Stored items
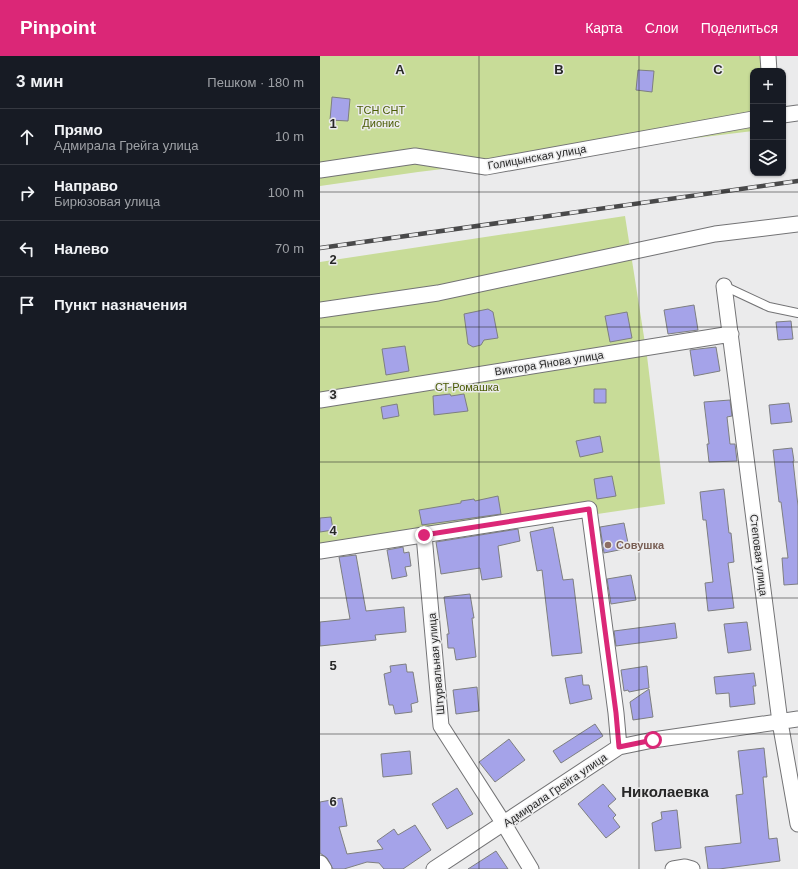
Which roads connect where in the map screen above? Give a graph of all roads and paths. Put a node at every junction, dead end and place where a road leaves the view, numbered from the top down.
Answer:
1 (768, 56) edge
2 (769, 68) edge
3 (798, 113) edge
4 (786, 115) edge
5 (750, 120) edge
6 (320, 170) edge
7 (798, 224) edge
8 (724, 286) joint
9 (320, 310) edge
10 (798, 313) edge
11 (731, 334) junction
12 (320, 400) edge
13 (424, 535) junction
14 (320, 551) edge
15 (798, 719) edge
16 (780, 722) junction
17 (619, 747) junction
18 (504, 824) junction
19 (798, 824) edge
20 (320, 863) edge
21 (324, 869) edge
22 (434, 869) edge
23 (531, 869) edge
24 (673, 869) edge
25 (692, 869) edge

1 - 2 street
3 - 4 street
5 - 6 street, Голицынская улица
7 - 9 street
8 - 10 lane
8 - 11 street, Степовая улица
11 - 12 street, Виктора Янова улица
11 - 16 street, Степовая улица
13 - 14 street
13 - 17 street
13 - 18 street, Штурвальная улица
15 - 16 street, Адмирала Грейга улица
16 - 17 street, Адмирала Грейга улица
16 - 19 street, Степовая улица
17 - 18 street, Адмирала Грейга улица
18 - 22 street, Адмирала Грейга улица
18 - 23 street, Штурвальная улица
20 - 21 street
24 - 25 street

The task
Retype the data above verbatim, minus images.

Solution below
Which roads connect where in the map screen above? Give a graph of all roads and paths. Put a node at every junction, dead end and place where a road leaves the view, numbered from the top down.
Answer:
1 (768, 56) edge
2 (769, 68) edge
3 (798, 113) edge
4 (786, 115) edge
5 (750, 120) edge
6 (320, 170) edge
7 (798, 224) edge
8 (724, 286) joint
9 (320, 310) edge
10 (798, 313) edge
11 (731, 334) junction
12 (320, 400) edge
13 (424, 535) junction
14 (320, 551) edge
15 (798, 719) edge
16 (780, 722) junction
17 (619, 747) junction
18 (504, 824) junction
19 (798, 824) edge
20 (320, 863) edge
21 (324, 869) edge
22 (434, 869) edge
23 (531, 869) edge
24 (673, 869) edge
25 (692, 869) edge

1 - 2 street
3 - 4 street
5 - 6 street, Голицынская улица
7 - 9 street
8 - 10 lane
8 - 11 street, Степовая улица
11 - 12 street, Виктора Янова улица
11 - 16 street, Степовая улица
13 - 14 street
13 - 17 street
13 - 18 street, Штурвальная улица
15 - 16 street, Адмирала Грейга улица
16 - 17 street, Адмирала Грейга улица
16 - 19 street, Степовая улица
17 - 18 street, Адмирала Грейга улица
18 - 22 street, Адмирала Грейга улица
18 - 23 street, Штурвальная улица
20 - 21 street
24 - 25 street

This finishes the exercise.